Herta IndyCar's Youngest Winner
Colton Herta is a shaggy-haired, taco-loving teen too cheap to move out of his parents Southern California home. He's also IndyCar's newest winner and enjoying a whirlwind celebration that took him to Yankee Stadium for opening day.
Herta turns 19 on Saturday and his victory last week in IndyCar's inaugural race in Austin, Texas, made him the youngest winning driver in series history.
IndyCar, always in need of exciting new talent, landed a budding superstar with the young American. He's a second-generation IndyCar driver who won with Harding Steinbrenner Racing , a team that has existed only 19 months and has no business running up front.
"I didn't ever expect to win in my rookie year," Herta said in an interview with The Associated Press. "You know, a lot of guys, even the best guys, they come in and it takes time get up to speed. I understood that and didn't really set myself up for too much. You know, maybe we get some good finishes this year? Maybe at the end of the year, it is a reasonable rookie season that sets me up to keep my seat for next year.
"But that's not what's happening at all. This is definitely exceeding my expectations."
Bryan Herta was in his seventh season racing CART when his son was born and Colton claims his earliest memory is of a 2004 visit to a victory lane sponsored by Gatorade, where the young boy had access to endless bottles of the sports drink. His favorite memory was 2011 when Dan Wheldon won the Indianapolis 500 driving for Bryan Herta, and a photo of Colton Herta celebrating behind Wheldon after the win went viral this week following Herta's own victory.
"Ever since I can remember, anything I have memories of in life, I always wanted to be a racer," Herta said. "I remember I always was bugging my mom and dad to let me into a go-kart and let me drive and they eventually gave way when I was 6. For my seventh birthday, I finally got a kart."
His talent level surpassed how far his father could take him by the time he turned 15, so Herta relocated to Europe for two years to get as much seat time as possible. He lived alone and quickly had to figure out how to become an adult.
"Looking back at it now I think 'Oh my God, what the hell were my parents thinking?'" Herta said. "The first week was really tough. You are running a vacuum and doing my laundry for myself and figuring out how to cook because I learned quickly it gets quite expensive when you eat out all the time. So there were a lot of undercooked steaks and a lot of growing up very quickly. But as soon as I was able to get in the car, I think we did like 30 races that year, I was busy and focused and it became easier."
Herta returned to the U.S. before the 2017 season to drive in Indy Lights for Andretti-Steinbrenner Racing, a partnership with Michael Andretti and the IndyCar-loving grandson of the late Yankees owner George Steinbrenner.
George Steinbrenner IV was 20, his driver was 17, when the team won in its second race. Herta totaled six victories over two seasons in Lights and the driver and car owner moved up to the big leagues this season. Steinbrenner, now 22, signed on as a partner with Harding Racing, which had just completed its first full IndyCar season and Herta was named the driver.
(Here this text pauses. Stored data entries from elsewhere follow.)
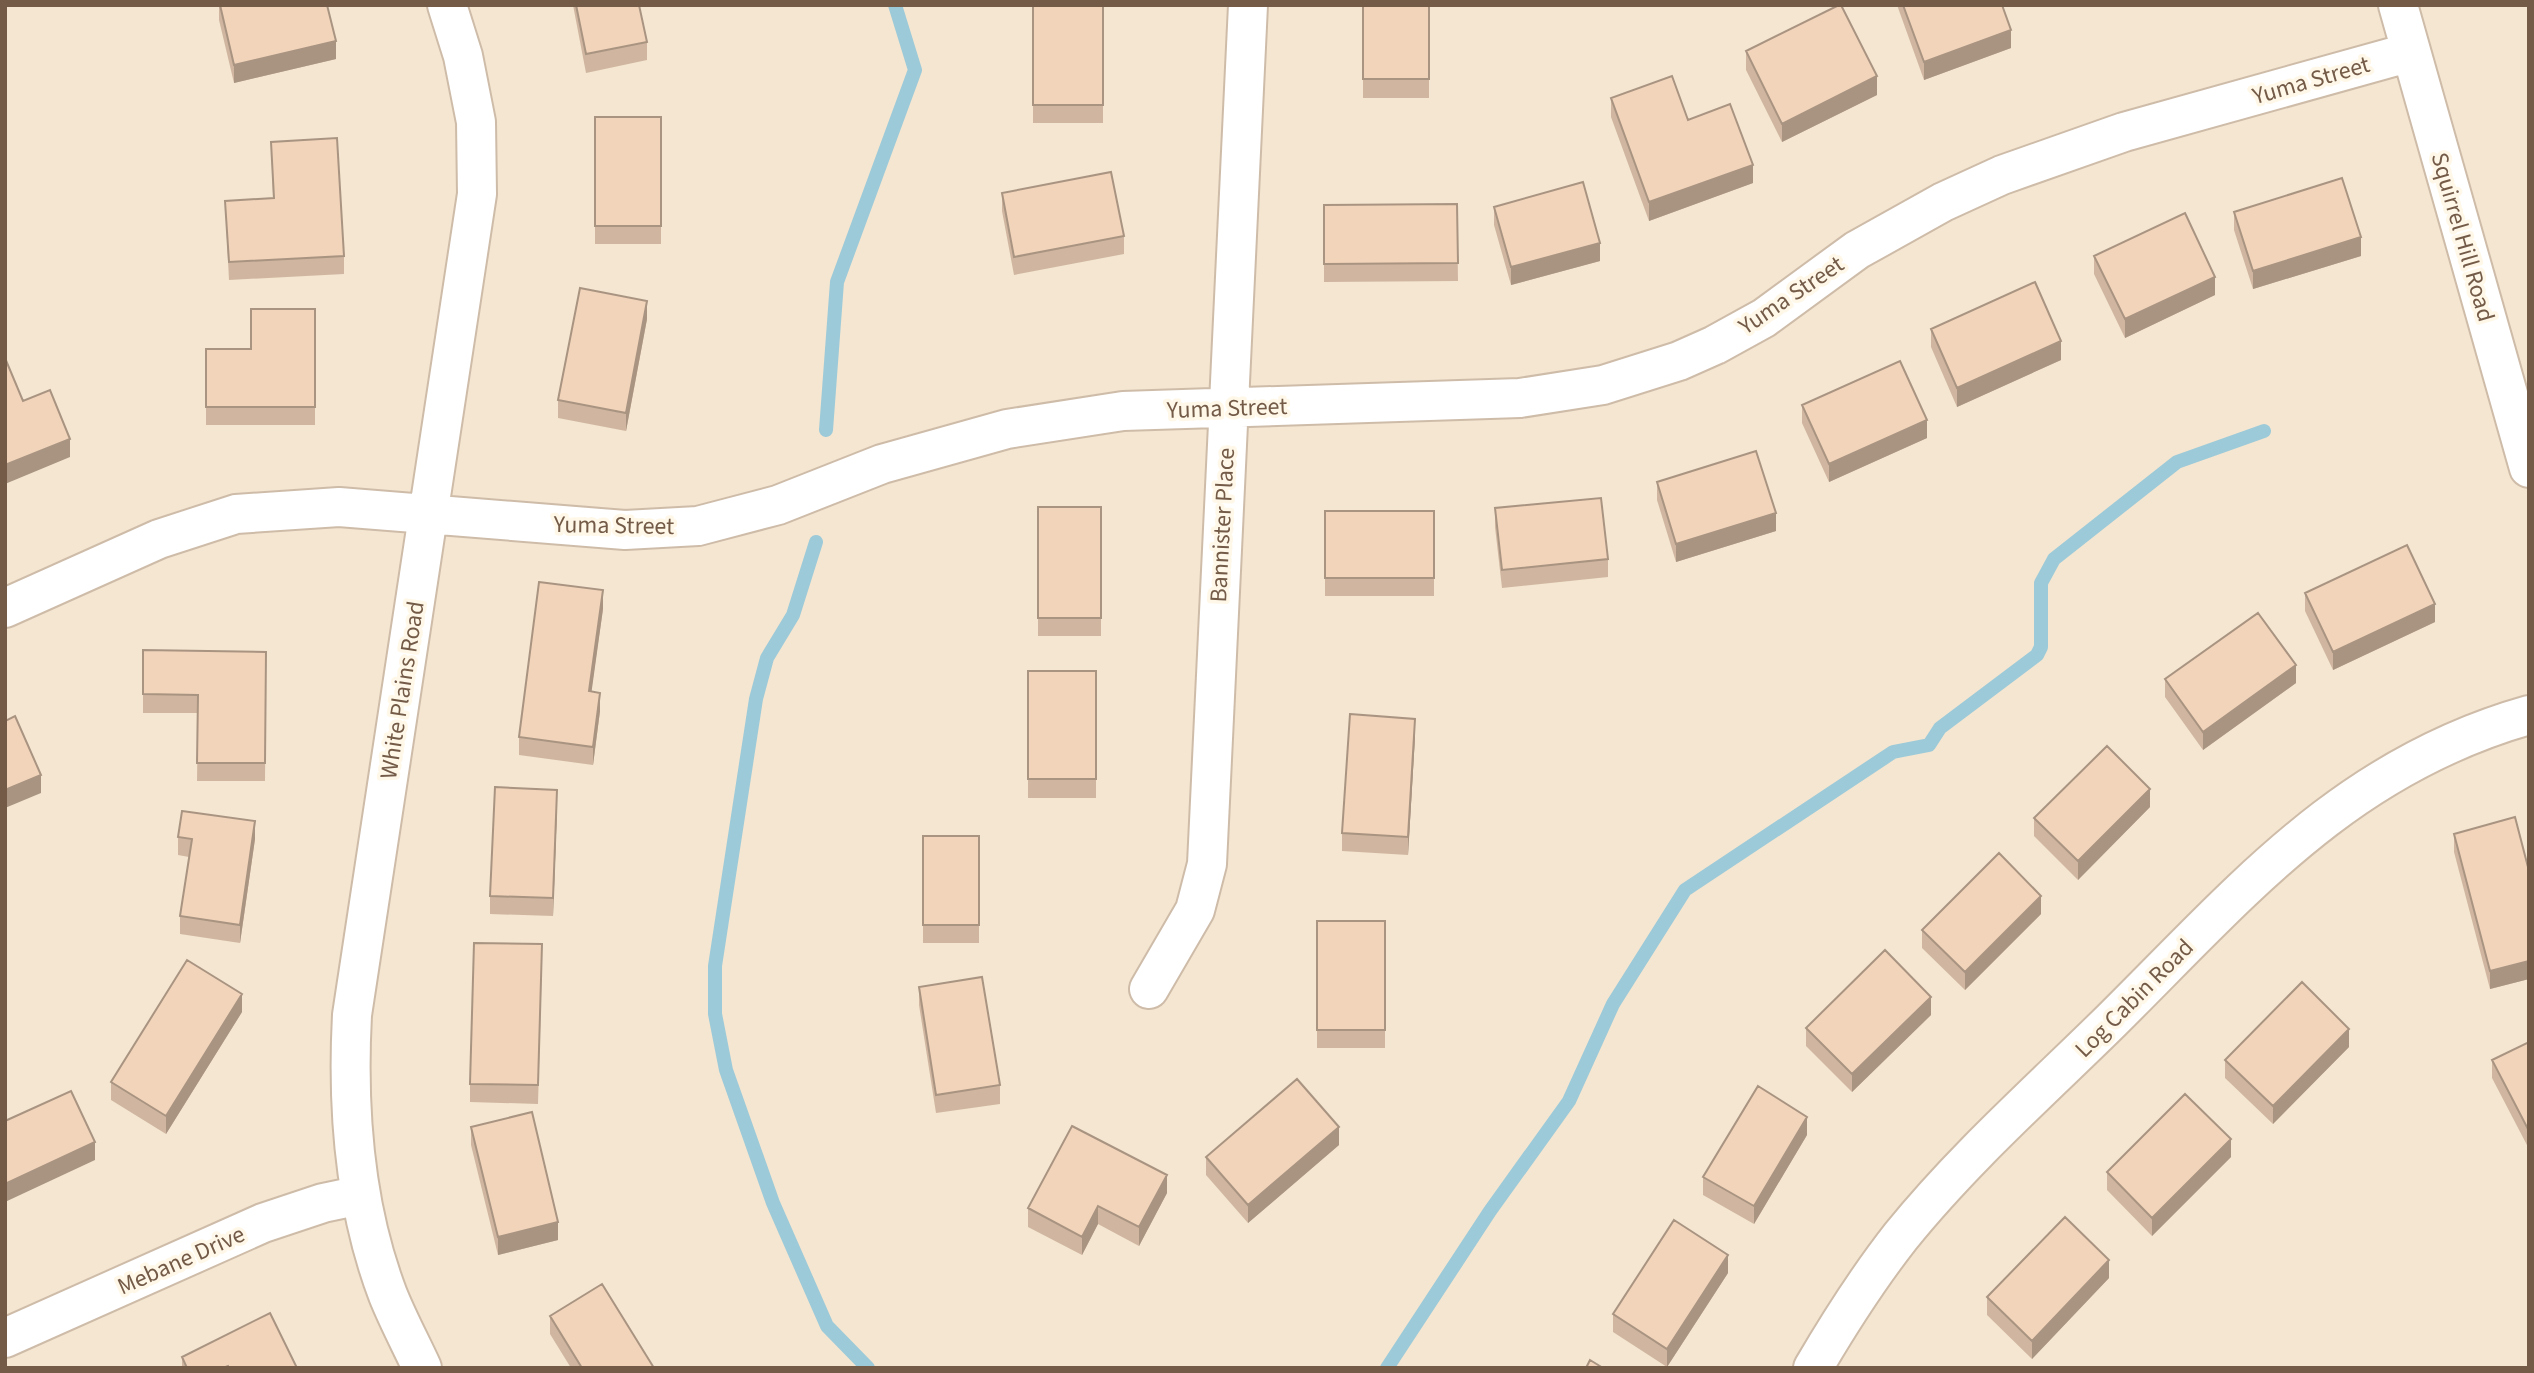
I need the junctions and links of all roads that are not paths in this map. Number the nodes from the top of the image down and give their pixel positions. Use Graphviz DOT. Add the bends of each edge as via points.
graph roads {
  1 [pos="447,5"];
  2 [pos="1248,5"];
  3 [pos="2398,5"];
  4 [pos="2411,52"];
  5 [pos="1229,408"];
  6 [pos="2529,468"];
  7 [pos="428,514"];
  8 [pos="5,608"];
  9 [pos="2529,715"];
  10 [pos="1149,989"];
  11 [pos="361,1195"];
  12 [pos="5,1338"];
  13 [pos="422,1368"];
  14 [pos="1813,1368"];
  1 -- 7 [label="street, White Plains Road" via="476,122 477,194"];
  2 -- 5 [label="street, Bannister Place"];
  3 -- 4 [label="street, Squirrel Hill Road"];
  4 -- 5 [label="street, Yuma Street" via="2124,132 2002,175 1857,250 1764,318 1715,345 1603,385 1520,398"];
  4 -- 6 [label="street, Squirrel Hill Road"];
  5 -- 7 [label="street, Yuma Street" via="1123,411 1007,429 881,464 778,505 698,526 625,530"];
  5 -- 10 [label="street, Bannister Place" via="1207,864 1195,910"];
  7 -- 8 [label="street, Yuma Street" via="339,507 236,514 159,539"];
  7 -- 11 [label="street, White Plains Road" via="352,1016 349,1066"];
  9 -- 14 [label="street, Log Cabin Road" via="2437,747 2357,793 2284,850 1944,1186 1861,1289"];
  11 -- 12 [label="street, Mebane Drive" via="263,1223"];
  11 -- 13 [label="street, White Plains Road" via="388,1295"];
}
They celebrated the September promotion at a Yankees game, where Herta threw out the first pitch against the Boston Red Sox.
He also landed a deal with BMW to run the IMSA endurance races in Bobby Rahal's sports cars and opened the racing year with a class victory at the Rolex 24 at Daytona. He shifted his attention to his first IndyCar season after earning his first Rolex watch, and the tiny and underfunded team turned heads with its speed during a February test in Austin.
At the season-opening race in March, Herta would have made the final round of qualifying if not for a penalty. Herta finished eighth — the highest finish in the team's short history — then won two weeks later in the second race of the season and third of his IndyCar career.
"It feels pretty amazing, to have this crazy vision alongside Colton, to have this dream and to be accomplishing it," Steinbrenner told AP.
Herta is already answering what's next, how much he wants to do in racing. He's got a bucket list of events, like most racers, and one of them includes an unconventional NASCAR stop: Herta wants to run a truck in the dirt at Eldora Speedway.
"I've never raced anything in dirt, I really want to try that," he said.